To mark the launch of our second Perspectives episode of season two, Monica Berg takes us through the five senses and how we can use them to create better guest experiences

Understanding flavour starts with understanding the senses: from what they are and how they work; to why they are so important when creating delicious drinks (or anything for that matter), and, of course, what we can do to fully take advantage of each sense to create better guest experiences.  

So, what are the senses? The most obvious one we use when consuming food or drink, is our sense of taste, which is basically anything that can be detected by our tongue. We categorise it by our five basic tastes (although it is widely accepted that there are more than just five): sweet, sour, salt, bitter and umami.  

For a drink to be great, there needs to be a balance between these, but surprising to many (!) is that for a drink to be delicious, it needs more than just balance – it also need flavour.  

Exploring the senses 

Despite common belief, around 70-80% of flavour comes from what we smell as opposed to what we taste. We separate ‘smells’ into two categories: aromas or smells picked up by the nose (orthonasal olfaction), and aromas picked up by the nose via our mouth (retronasal olfaction). It’s the last one which will influence how we experience flavour, and it is during exhalation that the olfaction contribution to flavour occurs, in contrast to that of smelling something, which occurs during the inhalation phase.  

“Understanding flavour starts with understanding the senses.”

Our sense of touch can also impact the drinking experience in many ways, both directly and indirectly: directly through elements like texture, temperature, and mouthfeel; and indirectly by choice of glassware, what type of material your bar top is made of, or how comfortable your chairs are. Together with our sense of taste and smell, touch makes up our three contact senses, whilst our last two – sight and sound – both work from a distance, but are equally important.  

Less obvious players 

Our sense of sight could be described as ‘the dictator’. It is the sense that will influence us the most when trying to figure out what we are tasting, but also when deciding if we like it. If it doesn’t look good, we are likely to not try it at all, but research has also shown that if it does indeed look good, we are more likely to think it will also taste good – even if it doesn’t. 

“When making drinks a lot can be revealed just by sound.”

Sound plays such a significant role in our work, but we often forget how vital it is. We think of it as instinct or second nature, whilst in reality, our hearing guides us, being so fine-tuned that we can even hear the difference between cold or warm coffee being poured into a mug. Chefs rely on their sense of sounds to tell if a steak is searing right, or chips are frying correctly –  and the same goes for bartenders.  

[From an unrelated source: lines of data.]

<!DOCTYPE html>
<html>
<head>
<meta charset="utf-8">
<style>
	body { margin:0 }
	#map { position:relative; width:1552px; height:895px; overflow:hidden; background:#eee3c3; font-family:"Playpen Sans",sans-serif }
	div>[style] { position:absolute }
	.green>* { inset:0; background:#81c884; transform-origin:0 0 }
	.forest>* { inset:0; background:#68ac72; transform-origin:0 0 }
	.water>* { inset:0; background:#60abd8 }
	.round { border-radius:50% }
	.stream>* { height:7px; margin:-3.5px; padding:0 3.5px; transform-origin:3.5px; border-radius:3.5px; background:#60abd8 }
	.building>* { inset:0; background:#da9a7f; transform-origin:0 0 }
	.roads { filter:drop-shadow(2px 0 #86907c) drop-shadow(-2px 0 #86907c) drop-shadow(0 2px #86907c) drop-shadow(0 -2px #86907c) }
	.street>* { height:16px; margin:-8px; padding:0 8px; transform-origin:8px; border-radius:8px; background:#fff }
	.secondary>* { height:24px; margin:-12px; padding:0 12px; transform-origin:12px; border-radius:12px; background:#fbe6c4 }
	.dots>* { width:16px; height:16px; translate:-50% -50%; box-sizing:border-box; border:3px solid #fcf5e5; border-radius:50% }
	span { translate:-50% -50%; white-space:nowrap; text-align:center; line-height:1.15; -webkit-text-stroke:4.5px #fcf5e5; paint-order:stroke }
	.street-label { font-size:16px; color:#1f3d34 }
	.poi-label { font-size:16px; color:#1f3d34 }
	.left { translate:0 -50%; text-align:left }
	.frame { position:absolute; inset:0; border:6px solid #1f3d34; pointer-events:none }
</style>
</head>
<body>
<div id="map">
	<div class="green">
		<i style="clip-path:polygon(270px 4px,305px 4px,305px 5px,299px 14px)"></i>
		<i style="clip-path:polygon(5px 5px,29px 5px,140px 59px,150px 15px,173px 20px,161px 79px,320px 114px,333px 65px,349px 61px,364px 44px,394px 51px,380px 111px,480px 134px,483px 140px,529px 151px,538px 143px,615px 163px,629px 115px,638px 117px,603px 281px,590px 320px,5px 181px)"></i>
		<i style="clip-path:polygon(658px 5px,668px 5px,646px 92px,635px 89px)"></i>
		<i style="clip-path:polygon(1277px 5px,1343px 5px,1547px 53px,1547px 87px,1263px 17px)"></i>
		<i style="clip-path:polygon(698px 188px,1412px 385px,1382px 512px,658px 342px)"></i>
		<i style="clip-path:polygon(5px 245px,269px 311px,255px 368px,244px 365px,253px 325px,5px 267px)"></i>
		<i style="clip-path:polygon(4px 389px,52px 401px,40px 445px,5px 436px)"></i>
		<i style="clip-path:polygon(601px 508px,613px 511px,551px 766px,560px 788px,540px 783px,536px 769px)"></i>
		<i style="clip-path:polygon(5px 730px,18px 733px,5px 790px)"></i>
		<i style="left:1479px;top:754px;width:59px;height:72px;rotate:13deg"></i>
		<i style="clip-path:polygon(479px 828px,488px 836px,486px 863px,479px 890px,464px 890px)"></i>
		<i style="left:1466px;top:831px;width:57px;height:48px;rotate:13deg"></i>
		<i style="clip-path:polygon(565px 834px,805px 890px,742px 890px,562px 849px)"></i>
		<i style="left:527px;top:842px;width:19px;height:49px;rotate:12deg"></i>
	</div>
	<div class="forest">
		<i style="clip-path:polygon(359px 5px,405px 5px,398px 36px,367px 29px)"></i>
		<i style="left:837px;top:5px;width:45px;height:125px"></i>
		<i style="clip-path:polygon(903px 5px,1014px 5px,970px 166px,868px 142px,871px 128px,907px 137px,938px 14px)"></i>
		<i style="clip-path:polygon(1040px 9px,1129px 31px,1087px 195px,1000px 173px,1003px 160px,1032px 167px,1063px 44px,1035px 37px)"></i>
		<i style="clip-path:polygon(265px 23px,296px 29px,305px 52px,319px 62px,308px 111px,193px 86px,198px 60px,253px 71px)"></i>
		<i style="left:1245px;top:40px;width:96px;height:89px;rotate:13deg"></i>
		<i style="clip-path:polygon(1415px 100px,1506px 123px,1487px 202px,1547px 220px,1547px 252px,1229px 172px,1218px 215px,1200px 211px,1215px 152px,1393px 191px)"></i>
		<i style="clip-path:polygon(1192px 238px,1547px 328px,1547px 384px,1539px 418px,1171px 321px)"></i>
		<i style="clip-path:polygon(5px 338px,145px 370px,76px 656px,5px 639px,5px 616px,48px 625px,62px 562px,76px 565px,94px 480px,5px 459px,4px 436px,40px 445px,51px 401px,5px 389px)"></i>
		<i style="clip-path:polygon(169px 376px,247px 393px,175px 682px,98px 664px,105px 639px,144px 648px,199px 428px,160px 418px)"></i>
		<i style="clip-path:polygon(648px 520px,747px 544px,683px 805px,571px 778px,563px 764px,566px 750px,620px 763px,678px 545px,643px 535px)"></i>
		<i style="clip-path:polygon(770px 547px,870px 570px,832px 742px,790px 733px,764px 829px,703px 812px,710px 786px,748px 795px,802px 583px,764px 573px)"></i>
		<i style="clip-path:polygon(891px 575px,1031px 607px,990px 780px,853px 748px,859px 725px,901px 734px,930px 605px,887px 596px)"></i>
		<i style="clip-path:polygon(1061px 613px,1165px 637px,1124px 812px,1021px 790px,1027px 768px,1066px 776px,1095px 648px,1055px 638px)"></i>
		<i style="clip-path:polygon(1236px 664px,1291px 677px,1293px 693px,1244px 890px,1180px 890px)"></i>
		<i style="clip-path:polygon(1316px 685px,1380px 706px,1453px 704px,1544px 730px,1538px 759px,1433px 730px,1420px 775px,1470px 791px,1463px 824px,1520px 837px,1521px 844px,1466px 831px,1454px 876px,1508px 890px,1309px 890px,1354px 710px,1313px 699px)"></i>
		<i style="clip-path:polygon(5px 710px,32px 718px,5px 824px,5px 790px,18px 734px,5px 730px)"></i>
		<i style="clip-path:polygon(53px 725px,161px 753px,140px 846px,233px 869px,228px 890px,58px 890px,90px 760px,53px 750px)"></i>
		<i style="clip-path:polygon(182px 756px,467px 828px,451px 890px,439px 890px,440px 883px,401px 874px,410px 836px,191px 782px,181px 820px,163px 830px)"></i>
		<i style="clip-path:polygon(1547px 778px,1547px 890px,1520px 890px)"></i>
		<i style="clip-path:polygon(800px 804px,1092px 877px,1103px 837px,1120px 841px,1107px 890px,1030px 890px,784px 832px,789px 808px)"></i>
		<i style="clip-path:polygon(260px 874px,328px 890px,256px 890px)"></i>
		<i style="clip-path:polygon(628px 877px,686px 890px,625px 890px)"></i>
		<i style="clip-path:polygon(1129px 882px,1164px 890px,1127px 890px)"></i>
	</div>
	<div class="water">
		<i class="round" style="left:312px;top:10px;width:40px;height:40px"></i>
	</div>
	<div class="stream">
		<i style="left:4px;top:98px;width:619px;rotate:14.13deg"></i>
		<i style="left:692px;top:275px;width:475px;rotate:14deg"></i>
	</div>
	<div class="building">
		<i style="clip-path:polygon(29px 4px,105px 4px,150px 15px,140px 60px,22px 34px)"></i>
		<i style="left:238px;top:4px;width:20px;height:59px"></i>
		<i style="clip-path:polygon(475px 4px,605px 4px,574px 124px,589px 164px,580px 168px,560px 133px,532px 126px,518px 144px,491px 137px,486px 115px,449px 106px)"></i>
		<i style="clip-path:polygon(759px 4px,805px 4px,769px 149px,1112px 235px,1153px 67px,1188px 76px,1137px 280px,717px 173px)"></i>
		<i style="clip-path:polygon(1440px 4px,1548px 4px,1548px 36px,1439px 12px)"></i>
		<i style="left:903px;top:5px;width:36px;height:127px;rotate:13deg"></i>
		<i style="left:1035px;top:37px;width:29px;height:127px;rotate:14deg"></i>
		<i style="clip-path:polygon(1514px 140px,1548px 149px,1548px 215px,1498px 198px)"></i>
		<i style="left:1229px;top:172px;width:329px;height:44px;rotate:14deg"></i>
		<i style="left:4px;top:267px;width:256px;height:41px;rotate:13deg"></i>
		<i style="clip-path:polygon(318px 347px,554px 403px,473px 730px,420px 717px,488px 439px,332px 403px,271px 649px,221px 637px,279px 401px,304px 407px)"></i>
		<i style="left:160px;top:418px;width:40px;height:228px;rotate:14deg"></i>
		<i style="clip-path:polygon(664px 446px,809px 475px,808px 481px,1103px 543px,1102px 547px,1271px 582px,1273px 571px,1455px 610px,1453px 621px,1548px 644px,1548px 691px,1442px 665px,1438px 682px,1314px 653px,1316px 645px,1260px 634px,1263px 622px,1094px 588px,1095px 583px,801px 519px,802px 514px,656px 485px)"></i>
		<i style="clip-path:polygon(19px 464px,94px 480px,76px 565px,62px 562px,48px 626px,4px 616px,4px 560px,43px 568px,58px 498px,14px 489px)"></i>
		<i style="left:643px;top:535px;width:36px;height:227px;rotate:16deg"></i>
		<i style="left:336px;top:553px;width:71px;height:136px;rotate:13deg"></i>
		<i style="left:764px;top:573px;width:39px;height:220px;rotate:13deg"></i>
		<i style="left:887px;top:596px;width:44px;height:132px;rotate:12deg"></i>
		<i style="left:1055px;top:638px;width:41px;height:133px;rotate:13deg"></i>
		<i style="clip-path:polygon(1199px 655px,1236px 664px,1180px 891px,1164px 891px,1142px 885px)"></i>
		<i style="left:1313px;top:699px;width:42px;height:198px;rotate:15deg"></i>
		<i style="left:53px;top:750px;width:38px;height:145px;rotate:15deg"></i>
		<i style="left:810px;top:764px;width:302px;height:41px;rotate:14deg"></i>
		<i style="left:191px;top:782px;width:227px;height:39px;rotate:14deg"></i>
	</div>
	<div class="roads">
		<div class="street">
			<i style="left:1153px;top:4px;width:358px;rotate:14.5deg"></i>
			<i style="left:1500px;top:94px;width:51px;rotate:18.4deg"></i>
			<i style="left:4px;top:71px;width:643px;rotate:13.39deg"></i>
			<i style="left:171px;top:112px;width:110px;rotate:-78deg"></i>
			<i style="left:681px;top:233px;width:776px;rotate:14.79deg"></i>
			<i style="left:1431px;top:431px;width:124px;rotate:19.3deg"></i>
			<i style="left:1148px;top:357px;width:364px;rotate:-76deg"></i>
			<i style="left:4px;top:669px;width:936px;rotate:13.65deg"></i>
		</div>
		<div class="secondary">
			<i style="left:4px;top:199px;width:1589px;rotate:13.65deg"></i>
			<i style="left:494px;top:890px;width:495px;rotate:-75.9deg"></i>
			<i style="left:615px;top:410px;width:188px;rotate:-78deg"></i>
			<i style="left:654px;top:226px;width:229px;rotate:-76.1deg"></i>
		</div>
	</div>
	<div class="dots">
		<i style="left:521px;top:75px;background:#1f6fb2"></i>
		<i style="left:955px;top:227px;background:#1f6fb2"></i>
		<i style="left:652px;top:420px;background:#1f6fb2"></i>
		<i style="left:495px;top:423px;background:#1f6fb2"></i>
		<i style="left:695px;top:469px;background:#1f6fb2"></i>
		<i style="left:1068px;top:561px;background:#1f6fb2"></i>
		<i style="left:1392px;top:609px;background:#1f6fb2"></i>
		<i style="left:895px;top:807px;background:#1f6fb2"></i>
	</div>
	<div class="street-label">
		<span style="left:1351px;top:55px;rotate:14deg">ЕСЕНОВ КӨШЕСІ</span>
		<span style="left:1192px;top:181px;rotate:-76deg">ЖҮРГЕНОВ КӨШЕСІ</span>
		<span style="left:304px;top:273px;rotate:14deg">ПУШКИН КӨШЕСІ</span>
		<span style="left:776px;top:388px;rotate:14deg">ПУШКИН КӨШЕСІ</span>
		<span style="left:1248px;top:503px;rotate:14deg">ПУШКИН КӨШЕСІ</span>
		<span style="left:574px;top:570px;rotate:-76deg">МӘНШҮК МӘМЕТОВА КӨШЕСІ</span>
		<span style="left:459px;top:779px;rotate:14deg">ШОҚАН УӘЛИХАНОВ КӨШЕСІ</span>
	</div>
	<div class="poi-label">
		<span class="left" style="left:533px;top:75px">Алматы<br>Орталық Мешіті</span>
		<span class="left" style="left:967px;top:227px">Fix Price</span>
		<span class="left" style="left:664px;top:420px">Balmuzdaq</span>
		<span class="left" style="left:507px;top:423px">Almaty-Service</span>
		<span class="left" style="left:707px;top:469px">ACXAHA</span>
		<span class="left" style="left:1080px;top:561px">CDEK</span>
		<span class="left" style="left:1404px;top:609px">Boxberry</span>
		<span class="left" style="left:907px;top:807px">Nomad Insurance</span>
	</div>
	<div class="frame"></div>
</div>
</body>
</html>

When making drinks a lot can be revealed just by sound: when shaking, the sound will change slightly as the drink’s temperature declines, and by listening to the shaker, you will know when the drink is ready. If you try to stir a cocktail without using enough ice, you can hear the (sad) sound of the ice cubes hitting the inside wall of the mixing glass.  

Put into practice 

In the past decades, there has been much research done in the field of experimental psychology and gastronomy – gastrophysics – looking at the ways in which we perceive flavour, and how we can maximise the use of our senses to create better eating and drinking experiences.  

This is also the topic of our next Perspectives episode, ‘How do we perceive flavour?, and for me it was super exciting to shoot with the amazing contributors we had in this round. In Seoul, we visited Yeonghwi ‘Hwi’ Yun, the bar manager at Bar Cham, situated in traditional surroundings, but with a modern take on South Korean flavours and ingredients. 

“For a drink to be delicious, it needs more than just balance – it also need flavour.”  

In Taipei, Seven Yi creates immersive bar experiences, challenging all the senses at Room by Le Kief with his creative approach to food and drinks; whilst back in London, we meet up with Niki Segnit, author of The Flavour Thesaurus, to discuss the importance of understanding your ingredients and flavours – but also why you should build your own ‘flavour library’ as a professional bartender.  
Lastly, we discuss the difference between something being cross modal and multisensory with Professor Charles Spence, as we take a closer look at our senses – and learn how a few ‘tests’ can help us understand their role when eating or drinking.  

We’ll be continuing to explore flavour and our senses over the next few months, and I hope you join us on this journey. See you at the bars!